N'êtes-vous pas prête à souffrir tout ce que le Bon Dieu voudra ? Je sais bien que oui, alors, si vous désirez sentir de la joie, avoir de l'attrait pour la souffrance, c'est votre consolation que vous cherchez, puisque lorsqu'on aime une chose, la peine disparaît. Je vous assure que si nous allions ensemble au martyre dans les dispositions où nous sommes, vous auriez un grand mérite et moi je n'en aurais aucun, à moins qu'il ne plaise à Jésus de changer mes dispositions.
O ma Soeur chérie, je vous en prie, comprenez votre petite fille, comprenez que pour aimer Jésus, être sa victime d'amour plus on est faible, sans désirs, ni vertus, plus on est propre aux opérations de cet Amour consumant et transformant... Le seul désir d'être victime suffit, mais il faut consentir à rester pauvre et sans force et voilà le difficile car « Le véritable pauvre d'esprit, où le trouver ? il faut le chercher bien loin » a dit le psalmiste... Il ne dit pas qu'il faut le chercher parmi les grandes âmes, mais « bien loin », c'est-à-dire dans la bassesse, dans le néant... Ah ! restons donc bien loin de tout ce qui brille, aimons notre petitesse, aimons à ne rien sentir, alors nous serons pauvres d'esprit et Jésus viendra nous [v°] chercher, si loin, que nous soyons il nous transformera en flammes d'amour... Oh ! que je voudrais pouvoir vous faire comprendre ce que je sens !... C'est la confiance et rien que la confiance qui doit nous conduire à l'Amour... La crainte ne conduit-elle pas à la Justice (1) ?... Puisque nous voyons la voie, courons ensemble. Oui, je le sens, Jésus veut nous faire les mêmes grâces, il veut nous donner gratuitement son Ciel.
O ma petite Soeur chérie, si vous ne me comprenez pas c'est que vous êtes une trop grande âme... ou plutôt c'est que je m'explique mal, car je suis sûre que le Bon Dieu ne vous donnerait pas le désir d'être possédée de Lui, de son Amour Miséricordieux s'il ne vous réservait cette faveur... ou plutôt il vous l'a déjà faite, puisque vous vous êtes livrée à Lui, puisque vous désirez être consumée par Lui et que jamais le Bon Dieu ne donne de désirs qu'il ne puisse réaliser...
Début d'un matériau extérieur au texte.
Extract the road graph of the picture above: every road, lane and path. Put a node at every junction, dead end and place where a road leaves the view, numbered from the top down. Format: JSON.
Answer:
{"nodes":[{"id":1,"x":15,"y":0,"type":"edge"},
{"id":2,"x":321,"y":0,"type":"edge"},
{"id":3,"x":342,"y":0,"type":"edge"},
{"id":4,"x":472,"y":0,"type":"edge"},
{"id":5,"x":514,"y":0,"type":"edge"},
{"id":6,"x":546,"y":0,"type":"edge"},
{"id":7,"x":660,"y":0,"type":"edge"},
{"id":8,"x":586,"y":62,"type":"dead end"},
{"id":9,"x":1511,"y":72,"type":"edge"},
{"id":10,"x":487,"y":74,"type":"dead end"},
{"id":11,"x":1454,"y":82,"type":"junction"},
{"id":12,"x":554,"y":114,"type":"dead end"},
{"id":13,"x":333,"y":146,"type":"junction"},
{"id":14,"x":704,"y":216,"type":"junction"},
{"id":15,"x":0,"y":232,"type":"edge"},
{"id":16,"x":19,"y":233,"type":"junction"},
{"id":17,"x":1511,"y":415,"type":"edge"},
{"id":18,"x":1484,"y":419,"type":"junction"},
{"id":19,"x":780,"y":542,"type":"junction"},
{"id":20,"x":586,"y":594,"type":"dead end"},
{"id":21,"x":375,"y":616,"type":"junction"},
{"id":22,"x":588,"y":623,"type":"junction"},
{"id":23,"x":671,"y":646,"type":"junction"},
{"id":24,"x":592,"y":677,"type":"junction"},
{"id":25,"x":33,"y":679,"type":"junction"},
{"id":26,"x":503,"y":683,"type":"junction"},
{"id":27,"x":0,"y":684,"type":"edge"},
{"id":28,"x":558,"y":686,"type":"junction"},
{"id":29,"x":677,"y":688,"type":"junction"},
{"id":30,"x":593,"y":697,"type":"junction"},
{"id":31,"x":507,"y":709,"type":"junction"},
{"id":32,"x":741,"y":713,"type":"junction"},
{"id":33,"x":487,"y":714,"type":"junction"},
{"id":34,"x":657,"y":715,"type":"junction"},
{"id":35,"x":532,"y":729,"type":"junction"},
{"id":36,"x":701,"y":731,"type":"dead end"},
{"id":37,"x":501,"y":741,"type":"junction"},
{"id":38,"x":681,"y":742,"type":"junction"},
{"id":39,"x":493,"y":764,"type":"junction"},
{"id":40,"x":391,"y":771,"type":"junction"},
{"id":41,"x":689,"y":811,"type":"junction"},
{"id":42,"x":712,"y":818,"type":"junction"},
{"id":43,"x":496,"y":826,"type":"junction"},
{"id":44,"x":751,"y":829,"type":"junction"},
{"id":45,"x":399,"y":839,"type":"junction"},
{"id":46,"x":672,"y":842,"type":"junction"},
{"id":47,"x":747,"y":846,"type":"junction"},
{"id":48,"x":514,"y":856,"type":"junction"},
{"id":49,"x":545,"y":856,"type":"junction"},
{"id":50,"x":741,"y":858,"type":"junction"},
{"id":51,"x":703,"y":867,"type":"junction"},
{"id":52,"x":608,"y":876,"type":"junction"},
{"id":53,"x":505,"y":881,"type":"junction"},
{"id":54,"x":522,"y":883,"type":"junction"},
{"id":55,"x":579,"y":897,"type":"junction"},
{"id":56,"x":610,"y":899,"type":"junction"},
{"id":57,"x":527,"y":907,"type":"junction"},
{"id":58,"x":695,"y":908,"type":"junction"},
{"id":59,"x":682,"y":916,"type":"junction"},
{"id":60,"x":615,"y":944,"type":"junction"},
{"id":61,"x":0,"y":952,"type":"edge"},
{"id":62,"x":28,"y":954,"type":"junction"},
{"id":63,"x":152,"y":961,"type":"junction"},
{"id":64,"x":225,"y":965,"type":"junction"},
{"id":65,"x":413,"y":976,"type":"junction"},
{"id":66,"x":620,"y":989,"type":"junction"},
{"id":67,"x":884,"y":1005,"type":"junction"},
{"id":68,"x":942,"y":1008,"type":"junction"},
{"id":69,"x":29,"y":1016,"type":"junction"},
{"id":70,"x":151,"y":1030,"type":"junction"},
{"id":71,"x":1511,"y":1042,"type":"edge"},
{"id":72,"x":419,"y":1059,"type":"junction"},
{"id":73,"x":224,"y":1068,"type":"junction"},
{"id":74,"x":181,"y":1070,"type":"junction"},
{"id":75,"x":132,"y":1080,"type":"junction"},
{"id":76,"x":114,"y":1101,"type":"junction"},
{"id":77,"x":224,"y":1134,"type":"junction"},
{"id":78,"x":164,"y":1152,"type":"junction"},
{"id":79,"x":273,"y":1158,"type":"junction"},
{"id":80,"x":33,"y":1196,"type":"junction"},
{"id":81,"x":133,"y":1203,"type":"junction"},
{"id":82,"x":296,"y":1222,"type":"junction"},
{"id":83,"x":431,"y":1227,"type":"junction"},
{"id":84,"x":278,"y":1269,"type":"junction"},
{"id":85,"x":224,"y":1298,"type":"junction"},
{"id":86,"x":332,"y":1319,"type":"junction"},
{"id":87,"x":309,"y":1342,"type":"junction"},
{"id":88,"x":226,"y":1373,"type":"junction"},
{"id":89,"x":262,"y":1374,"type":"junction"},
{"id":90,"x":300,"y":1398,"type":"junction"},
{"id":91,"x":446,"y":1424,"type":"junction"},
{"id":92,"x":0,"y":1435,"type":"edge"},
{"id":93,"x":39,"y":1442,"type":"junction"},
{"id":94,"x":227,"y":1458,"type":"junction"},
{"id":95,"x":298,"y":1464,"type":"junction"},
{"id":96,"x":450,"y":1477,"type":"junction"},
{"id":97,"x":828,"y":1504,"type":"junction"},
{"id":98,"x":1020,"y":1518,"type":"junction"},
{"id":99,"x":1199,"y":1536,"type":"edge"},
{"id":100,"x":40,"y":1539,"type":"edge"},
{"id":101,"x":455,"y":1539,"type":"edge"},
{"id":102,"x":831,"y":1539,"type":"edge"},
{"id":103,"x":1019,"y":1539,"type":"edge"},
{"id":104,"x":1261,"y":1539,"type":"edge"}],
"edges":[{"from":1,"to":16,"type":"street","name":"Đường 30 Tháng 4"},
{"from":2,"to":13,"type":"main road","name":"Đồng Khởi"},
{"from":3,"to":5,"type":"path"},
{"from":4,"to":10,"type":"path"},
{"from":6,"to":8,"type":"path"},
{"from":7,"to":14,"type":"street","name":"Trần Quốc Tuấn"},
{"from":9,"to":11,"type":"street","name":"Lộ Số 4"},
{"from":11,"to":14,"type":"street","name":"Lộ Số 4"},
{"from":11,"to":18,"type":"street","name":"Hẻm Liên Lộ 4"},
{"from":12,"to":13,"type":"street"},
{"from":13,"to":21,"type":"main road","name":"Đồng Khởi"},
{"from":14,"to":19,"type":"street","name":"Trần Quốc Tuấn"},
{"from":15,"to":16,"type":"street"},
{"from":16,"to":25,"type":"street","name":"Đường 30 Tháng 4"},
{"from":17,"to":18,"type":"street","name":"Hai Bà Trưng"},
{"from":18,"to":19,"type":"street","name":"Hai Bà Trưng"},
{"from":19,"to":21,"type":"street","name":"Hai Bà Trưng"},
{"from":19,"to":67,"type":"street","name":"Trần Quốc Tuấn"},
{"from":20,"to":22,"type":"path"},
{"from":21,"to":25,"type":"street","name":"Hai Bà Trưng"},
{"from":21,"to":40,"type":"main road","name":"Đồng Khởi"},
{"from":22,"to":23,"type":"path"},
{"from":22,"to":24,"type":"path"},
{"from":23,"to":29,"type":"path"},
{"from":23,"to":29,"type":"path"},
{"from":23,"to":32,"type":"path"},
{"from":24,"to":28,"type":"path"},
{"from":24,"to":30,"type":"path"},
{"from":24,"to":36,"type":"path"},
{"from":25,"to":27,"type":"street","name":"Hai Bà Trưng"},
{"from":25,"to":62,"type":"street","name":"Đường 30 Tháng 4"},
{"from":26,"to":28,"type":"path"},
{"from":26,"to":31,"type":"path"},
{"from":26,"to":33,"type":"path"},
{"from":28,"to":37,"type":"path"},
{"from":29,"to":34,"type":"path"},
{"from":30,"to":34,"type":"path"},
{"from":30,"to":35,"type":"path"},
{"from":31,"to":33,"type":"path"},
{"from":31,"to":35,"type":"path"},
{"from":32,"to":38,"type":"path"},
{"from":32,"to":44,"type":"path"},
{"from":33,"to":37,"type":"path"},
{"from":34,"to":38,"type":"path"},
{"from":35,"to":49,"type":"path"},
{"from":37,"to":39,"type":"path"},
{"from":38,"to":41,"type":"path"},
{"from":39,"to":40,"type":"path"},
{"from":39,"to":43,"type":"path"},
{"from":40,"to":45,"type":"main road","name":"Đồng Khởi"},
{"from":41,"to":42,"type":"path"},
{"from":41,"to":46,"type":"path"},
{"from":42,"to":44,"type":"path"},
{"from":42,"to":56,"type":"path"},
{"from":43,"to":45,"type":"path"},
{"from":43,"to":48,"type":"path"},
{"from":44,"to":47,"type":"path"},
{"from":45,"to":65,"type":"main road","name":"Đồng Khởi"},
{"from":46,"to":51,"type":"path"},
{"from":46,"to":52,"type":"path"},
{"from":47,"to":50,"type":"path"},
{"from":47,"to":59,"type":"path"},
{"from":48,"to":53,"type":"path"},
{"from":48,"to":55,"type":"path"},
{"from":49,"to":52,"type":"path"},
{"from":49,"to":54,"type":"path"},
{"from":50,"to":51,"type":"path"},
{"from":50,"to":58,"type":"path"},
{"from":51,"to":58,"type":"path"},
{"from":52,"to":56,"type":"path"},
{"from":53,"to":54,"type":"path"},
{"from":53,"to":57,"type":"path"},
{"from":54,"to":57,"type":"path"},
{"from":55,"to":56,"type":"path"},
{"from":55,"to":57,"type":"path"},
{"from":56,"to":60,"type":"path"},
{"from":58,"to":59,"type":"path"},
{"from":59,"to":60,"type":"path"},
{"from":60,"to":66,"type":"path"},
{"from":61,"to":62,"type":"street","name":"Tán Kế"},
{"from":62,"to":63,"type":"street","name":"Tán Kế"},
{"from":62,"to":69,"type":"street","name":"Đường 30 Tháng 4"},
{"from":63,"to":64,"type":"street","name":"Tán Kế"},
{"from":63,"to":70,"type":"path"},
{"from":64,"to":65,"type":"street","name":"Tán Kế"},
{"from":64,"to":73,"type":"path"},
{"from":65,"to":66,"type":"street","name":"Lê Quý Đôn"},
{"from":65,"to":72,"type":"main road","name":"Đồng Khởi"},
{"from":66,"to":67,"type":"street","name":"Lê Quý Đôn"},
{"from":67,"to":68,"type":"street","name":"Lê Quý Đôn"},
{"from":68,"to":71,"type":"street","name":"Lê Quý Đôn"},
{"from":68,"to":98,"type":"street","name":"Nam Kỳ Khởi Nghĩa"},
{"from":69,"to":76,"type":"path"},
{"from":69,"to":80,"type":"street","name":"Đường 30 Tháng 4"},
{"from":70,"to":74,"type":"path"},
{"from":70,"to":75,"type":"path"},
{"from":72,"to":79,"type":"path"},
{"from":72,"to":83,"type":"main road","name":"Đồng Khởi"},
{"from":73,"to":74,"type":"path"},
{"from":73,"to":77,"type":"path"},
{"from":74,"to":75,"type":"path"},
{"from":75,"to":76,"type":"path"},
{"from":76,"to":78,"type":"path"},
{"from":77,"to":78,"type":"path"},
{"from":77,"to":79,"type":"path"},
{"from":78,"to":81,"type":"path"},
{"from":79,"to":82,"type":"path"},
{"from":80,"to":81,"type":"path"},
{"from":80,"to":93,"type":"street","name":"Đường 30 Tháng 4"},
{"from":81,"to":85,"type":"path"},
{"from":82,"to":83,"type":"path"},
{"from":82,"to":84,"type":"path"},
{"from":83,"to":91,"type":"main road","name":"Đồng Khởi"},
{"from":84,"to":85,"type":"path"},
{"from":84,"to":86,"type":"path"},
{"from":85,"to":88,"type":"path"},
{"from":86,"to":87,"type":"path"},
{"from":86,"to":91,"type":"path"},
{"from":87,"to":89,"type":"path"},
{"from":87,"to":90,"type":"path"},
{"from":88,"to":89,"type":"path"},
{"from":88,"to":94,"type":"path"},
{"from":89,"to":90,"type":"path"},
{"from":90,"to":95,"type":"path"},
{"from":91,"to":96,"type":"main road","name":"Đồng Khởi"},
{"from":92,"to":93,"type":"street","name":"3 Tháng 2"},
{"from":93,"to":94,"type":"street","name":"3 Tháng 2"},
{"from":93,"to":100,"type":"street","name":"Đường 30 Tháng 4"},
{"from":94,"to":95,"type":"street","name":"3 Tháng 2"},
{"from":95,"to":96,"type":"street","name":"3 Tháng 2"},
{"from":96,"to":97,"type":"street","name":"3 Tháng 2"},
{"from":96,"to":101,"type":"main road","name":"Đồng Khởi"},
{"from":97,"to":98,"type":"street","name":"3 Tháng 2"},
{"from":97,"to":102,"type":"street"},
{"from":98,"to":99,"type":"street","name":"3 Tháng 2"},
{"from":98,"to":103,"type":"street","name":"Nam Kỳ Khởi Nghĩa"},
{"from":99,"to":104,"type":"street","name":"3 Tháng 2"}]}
9 heures sonnent, je suis obligée de vous quitter, ah que je voudrais vous dire de choses, mais Jésus va vous faire sentir tout ce que je ne puis écrire...
Je vous aime avec toute la tendresse de mon petit coeur d'enfant reconnaissant
Thérèse de l'Enfant Jésus
rel.carm.ind.
(1) A la justice sévère telle qu'on la représente aux pécheurs mais pas de cette Justice que Jésus aura pour ceux qui l'aiment.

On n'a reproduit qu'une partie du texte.